Am Ende des ersten Absatzes muss es richtig heißen: „…ehrlichen Kurs von Familienministerin Andrea Kdolsky…“.

Steibl: Arbeiterkammer unterstützt ÖVP-Linie beim Kindergeld

Utl.: Arbeiterkammer bestätigt „ehrlichen Kurs“ von Frauenministerin Kdolsky =

Wien, 20. Juli 2007 (ÖVP-PK) „Ich bin hocherfreut, dass die Arbeiterkammer den ÖVP-Kurs in Sachen Kindergeld und Zuverdienstgrenze vollinhaltlich unterstützt“, betont ÖVP-Familiensprecherin Ridi Steibl.
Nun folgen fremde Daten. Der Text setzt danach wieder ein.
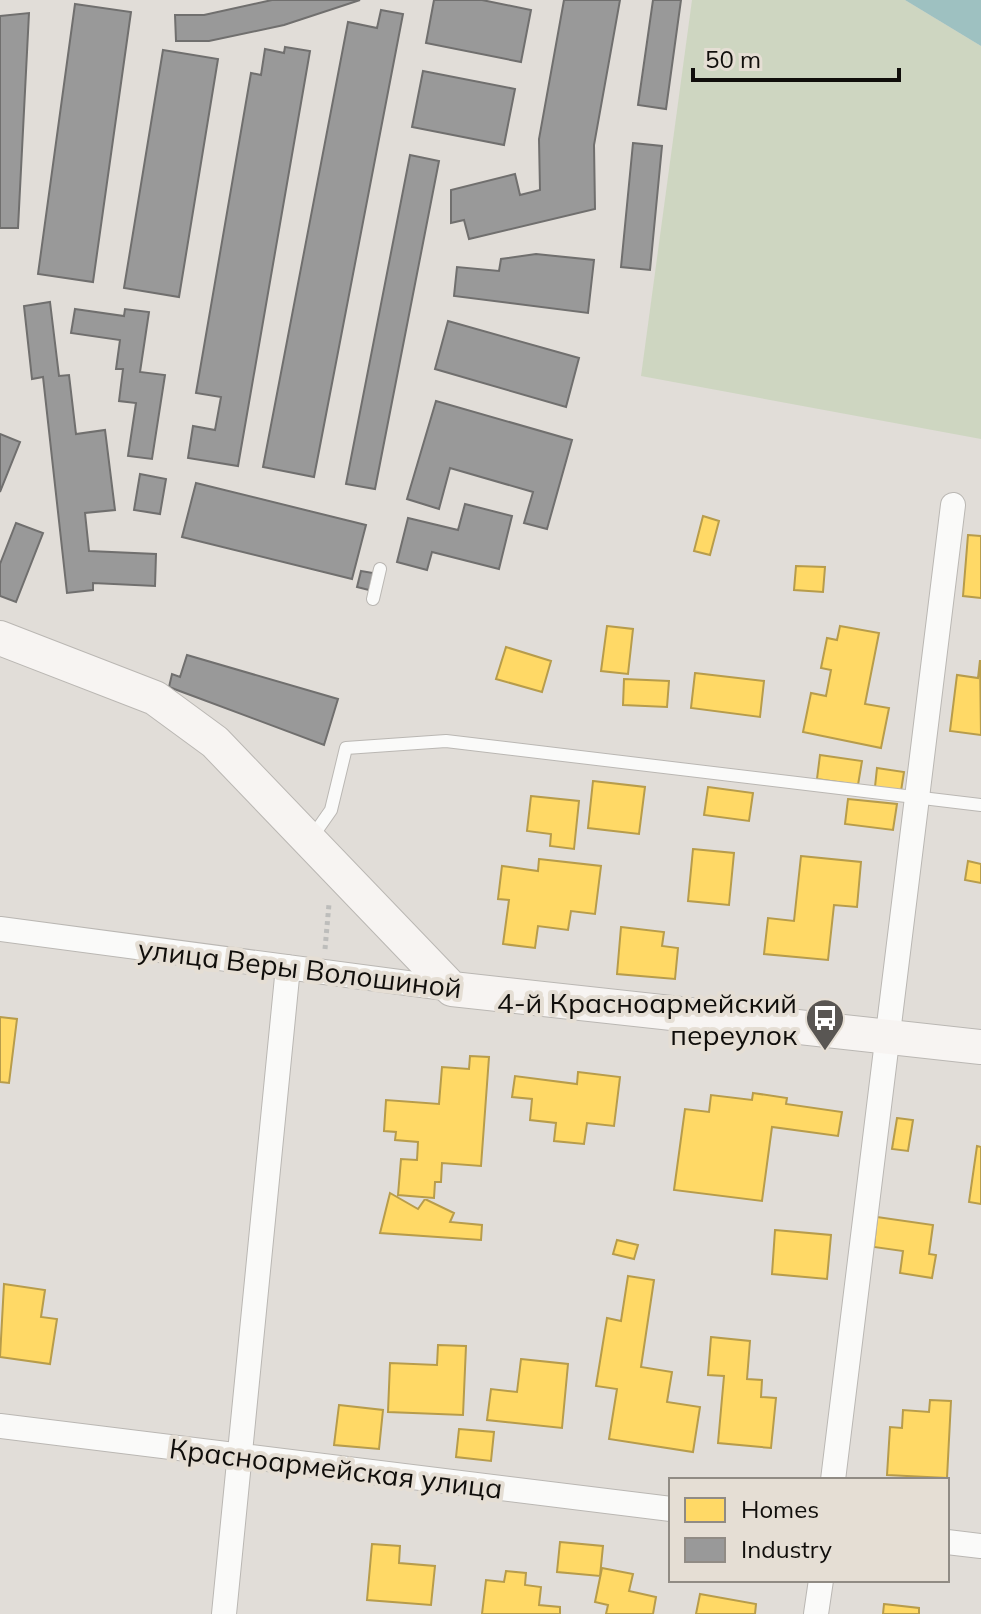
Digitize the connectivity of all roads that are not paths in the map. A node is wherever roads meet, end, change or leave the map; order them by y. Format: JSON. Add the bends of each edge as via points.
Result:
{"nodes":[{"id":1,"x":953,"y":505,"type":"dead end"},
{"id":2,"x":380,"y":569,"type":"dead end"},
{"id":3,"x":373,"y":599,"type":"dead end"},
{"id":4,"x":0,"y":638,"type":"edge"},
{"id":5,"x":917,"y":798,"type":"junction"},
{"id":6,"x":981,"y":805,"type":"edge"},
{"id":7,"x":308,"y":843,"type":"junction"},
{"id":8,"x":0,"y":929,"type":"edge"},
{"id":9,"x":288,"y":967,"type":"junction"},
{"id":10,"x":452,"y":989,"type":"junction"},
{"id":11,"x":888,"y":1035,"type":"junction"},
{"id":12,"x":981,"y":1047,"type":"edge"},
{"id":13,"x":0,"y":1426,"type":"edge"},
{"id":14,"x":240,"y":1456,"type":"junction"},
{"id":15,"x":833,"y":1478,"type":"edge"},
{"id":16,"x":669,"y":1509,"type":"edge"},
{"id":17,"x":949,"y":1542,"type":"edge"},
{"id":18,"x":981,"y":1546,"type":"edge"},
{"id":19,"x":821,"y":1582,"type":"edge"},
{"id":20,"x":224,"y":1614,"type":"edge"},
{"id":21,"x":816,"y":1614,"type":"edge"}],
"edges":[{"from":1,"to":5,"type":"street"},
{"from":2,"to":3,"type":"lane"},
{"from":4,"to":7,"type":"street","via":[[155,698],[215,742]]},
{"from":5,"to":6,"type":"lane"},
{"from":5,"to":7,"type":"lane","via":[[446,741],[398,743],[346,748],[331,810]]},
{"from":5,"to":11,"type":"street"},
{"from":7,"to":10,"type":"street"},
{"from":8,"to":9,"type":"street","name":"улица Веры Волошиной"},
{"from":9,"to":10,"type":"street","name":"улица Веры Волошиной"},
{"from":9,"to":14,"type":"street"},
{"from":10,"to":11,"type":"street","name":"улица Веры Волошиной"},
{"from":11,"to":12,"type":"street","name":"улица Веры Волошиной"},
{"from":11,"to":15,"type":"street"},
{"from":13,"to":14,"type":"street","name":"Красноармейская улица"},
{"from":14,"to":16,"type":"street","name":"Красноармейская улица"},
{"from":14,"to":20,"type":"street"},
{"from":17,"to":18,"type":"street"},
{"from":19,"to":21,"type":"street"}]}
Der sozialpolitische Leiter der Arbeiterkammer, Christoph Klein, lehnte im heutigen Ö1-Morgenjournal eine generelle Amnestie auf Rückforderung des Kindergeldes ab und bezeichnete eine solche Amnestie als falsches Signal für den Rechtsstaat und die Demokratie. „Damit bestätigt die Arbeiterkammer den ehrlichen Kurs von Familienministerin Andrea Kdolsky, der sich entlang der österreichischen Gesetze orientiert“, so Steibl. ****

An die Adresse der SPÖ meinte die ÖVP-Familiensprecherin: Die SPÖ soll sich ein Beispiel an Sozial-Experten Klein – der der SPÖ ideologisch nicht so fern steht – nehmen, und endlich aufhören, mit ihrer Forderung nach einer Amnestie vorsätzlichen Gesetzesbruch Vorschub zu leisten. „Es ist demokratiepolitisch höchst bedenklich, dass maßgebliche Vertreter der SPÖ die österreichische Gesetzeslage nicht ernst nehmen wollen“, so Steibl weiter, die klar feststellt:
„Gesetze sind da, um eingehalten zu werden!“

Härtefälle sind bei den Rückzahlungen des Kindergeldes dezidiert ausgeschlossen, weil verschiedene Instrumentarien - von der Stundung bis zum völligen Verzicht – zur Verfügung stehen, fügt die ÖVP-Familiensprecherin hinzu. Persönliche Kontakte, hunderte Anrufe bzw. Mails und dutzende Leserbriefe bestätigen:
Familienministerin Kdolsky macht mit der Umsetzung von geltendem Recht das einzig Richtige. Jene Eltern, die sich an die Zuverdienstgrenze gehalten haben, dürfen nicht für dumm verkauft werden“, schließt Steibl.